WARE--Ware became know as "The Town That Can't Be Licked" when the citizens rallied to save its economic life after two disasters.

In 1938, the Otis Co., employing 75 per cent of the town's labor force, announced it was moving its entire operation south.

The working people banded together to buy the plant and founded the Ware Industries to sell stock.

Then, the next year, the 1938 hurricane hit, causing $40,000 worth of damage to the plant. Ware Industries had to borrow $30,000, and the citizens came to the rescue. In two years, the mill property was again on the tax rolls.

By 1942, 14 plants were occupied by 17 firms manufacturing a range of goods—textiles, paper, shoes and machines.

Although it is a manufacturing community, Ware did not get its name from the wares it produces. The Indians called the river Nenameseck, which means fishing baskets, or wier. The white men pronounced this "ware."

Ware was part of the "Equivalent Lands" given to Connecticut in 1713 to settle a boundary dispute. Connecticut quickly sold off these lands and used the money to finance Yale College. John Read bought much of what is now Ware and called it "The Manour of Peace."

He leased the land during his lifetime but never lived here. He was the "greatest jurist of his time" in Boston, and served on the Governor's Council.

THE FIRST SETTLERS arrived between 1719 and 1730. Despite its poor soil, the community was as intensively farmed as the more fertile lowland towns of Hadly and Northampton until the early 19th century.

Nevertheless, the town was a poor one. In 1771, the Commonwealth built a bridge over the Ware River, and charged it to the county, because of "the extreme and well known poverty of the townspeople."

Today, a covered bridge, one of the few remaining in the Commonwealth, spans the Ware River, between Ware and Gilbertville.

Located in the extreme eastern portion of Hampshire County, Ware is geographically isolated from the county seat in Northampton, but it has always been the route to Boston.
Traffic supported hostelries, and by the eve of the Revolution, there were eight flourishing taverns in the town.

Capt.
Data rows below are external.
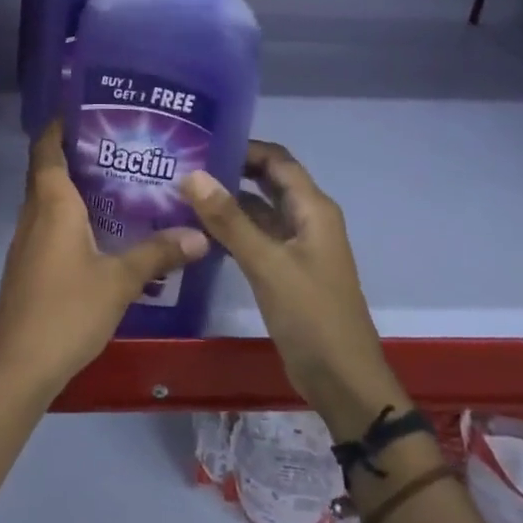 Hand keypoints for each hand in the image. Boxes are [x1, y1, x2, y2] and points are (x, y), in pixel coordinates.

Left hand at [0, 122, 206, 398]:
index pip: (46, 149)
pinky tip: (100, 229)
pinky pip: (48, 223)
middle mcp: (34, 214)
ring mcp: (27, 241)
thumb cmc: (68, 310)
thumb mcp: (120, 281)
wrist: (21, 363)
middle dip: (74, 152)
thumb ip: (158, 253)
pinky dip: (69, 214)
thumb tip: (200, 234)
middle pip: (46, 170)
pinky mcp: (28, 264)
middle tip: (117, 144)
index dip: (59, 126)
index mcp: (52, 205)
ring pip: (47, 199)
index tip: (85, 110)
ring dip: (73, 185)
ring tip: (116, 180)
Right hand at [179, 141, 405, 438]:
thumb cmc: (312, 316)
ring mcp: (295, 247)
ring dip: (226, 200)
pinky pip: (254, 237)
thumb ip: (229, 219)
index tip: (199, 141)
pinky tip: (196, 230)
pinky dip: (230, 229)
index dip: (242, 145)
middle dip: (230, 169)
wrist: (342, 380)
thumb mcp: (267, 264)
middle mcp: (306, 220)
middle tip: (183, 163)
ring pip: (258, 210)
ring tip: (180, 191)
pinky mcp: (284, 270)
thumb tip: (191, 174)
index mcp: (313, 209)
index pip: (276, 160)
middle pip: (267, 181) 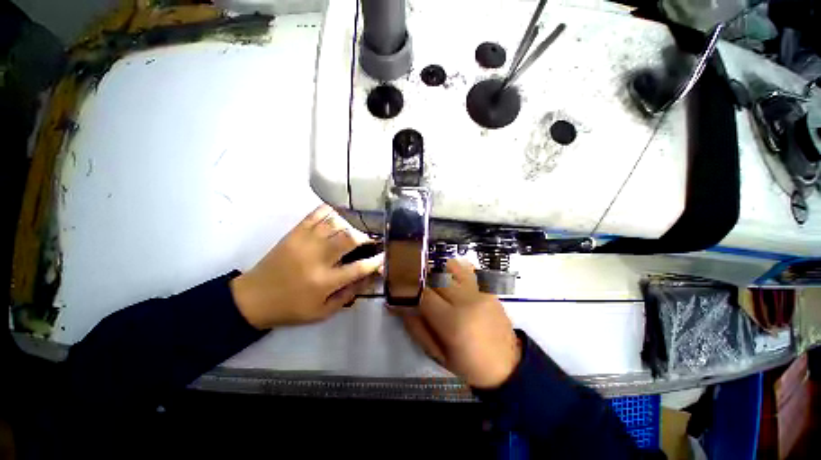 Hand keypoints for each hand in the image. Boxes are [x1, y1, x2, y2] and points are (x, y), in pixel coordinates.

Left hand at [231, 204, 382, 329]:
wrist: (253, 298)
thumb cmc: (291, 308)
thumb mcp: (322, 312)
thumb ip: (348, 295)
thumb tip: (368, 278)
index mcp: (324, 282)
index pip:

Jabez Olmstead was not only a hero in the war, but the first man to utilize the water power of the Ware River, establishing a grist mill on its banks.

The townspeople responded enthusiastically to the Revolution, with soldiers, taxes and goods. However, the war rapidly depleted the town's reserves, and as the fighting drew to a close, Ware had difficulty furnishing the requisite number of soldiers.
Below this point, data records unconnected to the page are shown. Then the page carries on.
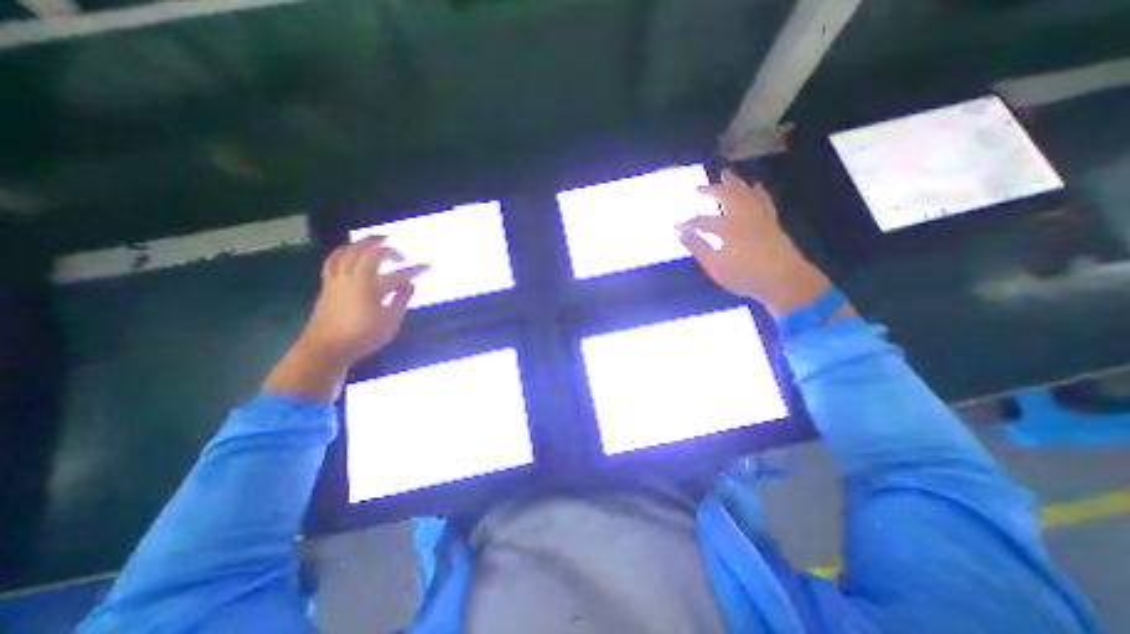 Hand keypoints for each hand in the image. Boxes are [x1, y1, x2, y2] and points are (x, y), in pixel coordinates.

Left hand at [301, 234, 427, 366]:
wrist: (327, 347)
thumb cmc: (364, 335)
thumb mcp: (391, 320)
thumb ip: (402, 299)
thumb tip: (411, 284)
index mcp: (369, 284)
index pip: (396, 272)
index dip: (413, 267)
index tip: (426, 266)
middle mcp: (351, 276)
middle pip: (365, 251)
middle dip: (381, 245)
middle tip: (392, 244)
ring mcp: (336, 280)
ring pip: (345, 252)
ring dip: (360, 243)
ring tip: (371, 241)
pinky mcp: (327, 286)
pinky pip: (332, 261)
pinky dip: (342, 252)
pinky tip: (347, 253)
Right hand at [679, 169, 825, 317]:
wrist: (785, 281)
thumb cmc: (746, 276)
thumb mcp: (715, 266)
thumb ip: (699, 248)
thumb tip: (682, 235)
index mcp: (728, 228)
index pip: (702, 222)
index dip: (688, 224)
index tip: (676, 227)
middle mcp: (744, 217)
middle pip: (727, 197)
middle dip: (712, 191)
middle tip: (699, 188)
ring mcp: (760, 217)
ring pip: (746, 193)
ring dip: (734, 183)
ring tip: (726, 175)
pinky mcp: (772, 222)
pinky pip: (764, 200)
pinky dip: (758, 191)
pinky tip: (756, 186) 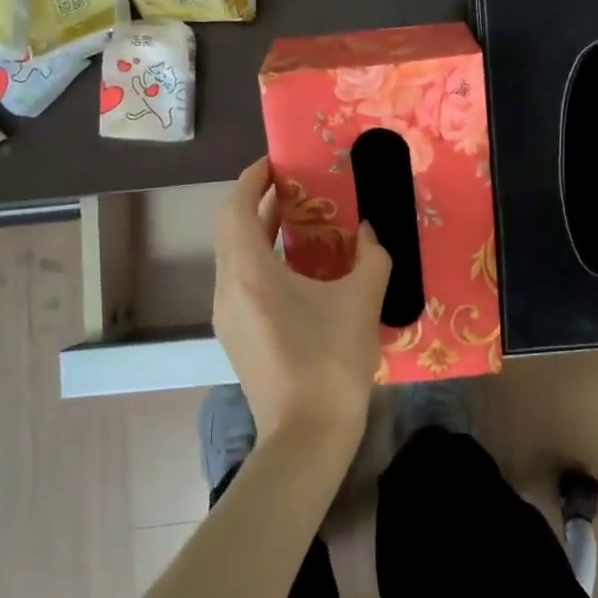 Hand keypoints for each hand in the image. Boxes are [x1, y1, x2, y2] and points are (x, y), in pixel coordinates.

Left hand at [212, 157, 391, 449]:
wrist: (306, 435)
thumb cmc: (331, 361)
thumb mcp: (362, 301)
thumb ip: (371, 256)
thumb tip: (369, 231)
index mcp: (249, 272)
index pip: (235, 208)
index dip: (250, 179)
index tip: (275, 163)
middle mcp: (227, 287)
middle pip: (228, 228)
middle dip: (254, 201)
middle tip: (291, 186)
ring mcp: (225, 314)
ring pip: (232, 255)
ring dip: (256, 231)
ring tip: (296, 219)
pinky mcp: (234, 335)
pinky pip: (238, 279)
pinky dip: (258, 258)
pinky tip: (294, 267)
In 1780, a "pottision" of Capt. William Brackenridge "humbly sheweth that theire is a fine of Six hundred pounds added to the last state taxt for want of one man…The man was drafted and returned to the muster master…He went off and has not been heard of since."

THE ECONOMIC slump of the Revolution made the townsmen sympathetic to Shays's Rebellion, and the home of Josephy Cummings "was employed as a depot for insurgent supplies and many a Ware man marched with the insurgent forces."

Early in the 19th century, Ware residents ceased trying to wrest their living from the soil and began to use their greatest natural resource, power from the Ware River Falls.

In the 1820s Boston capitalists provided financial backing to develop the falls for textile manufacturing.

Today, the town is suffering an economic downturn. Unemployment there is higher than the state average, due to the closing of several mills.

However, "The Town That Can't Be Licked" is showing some healthy signs. Back orders at the local mills are higher than they have been in several years.

(Ware has no Bicentennial projects.)

(c) Pocumtuck Valley Memorial Association, Deerfield MA. All rights reserved.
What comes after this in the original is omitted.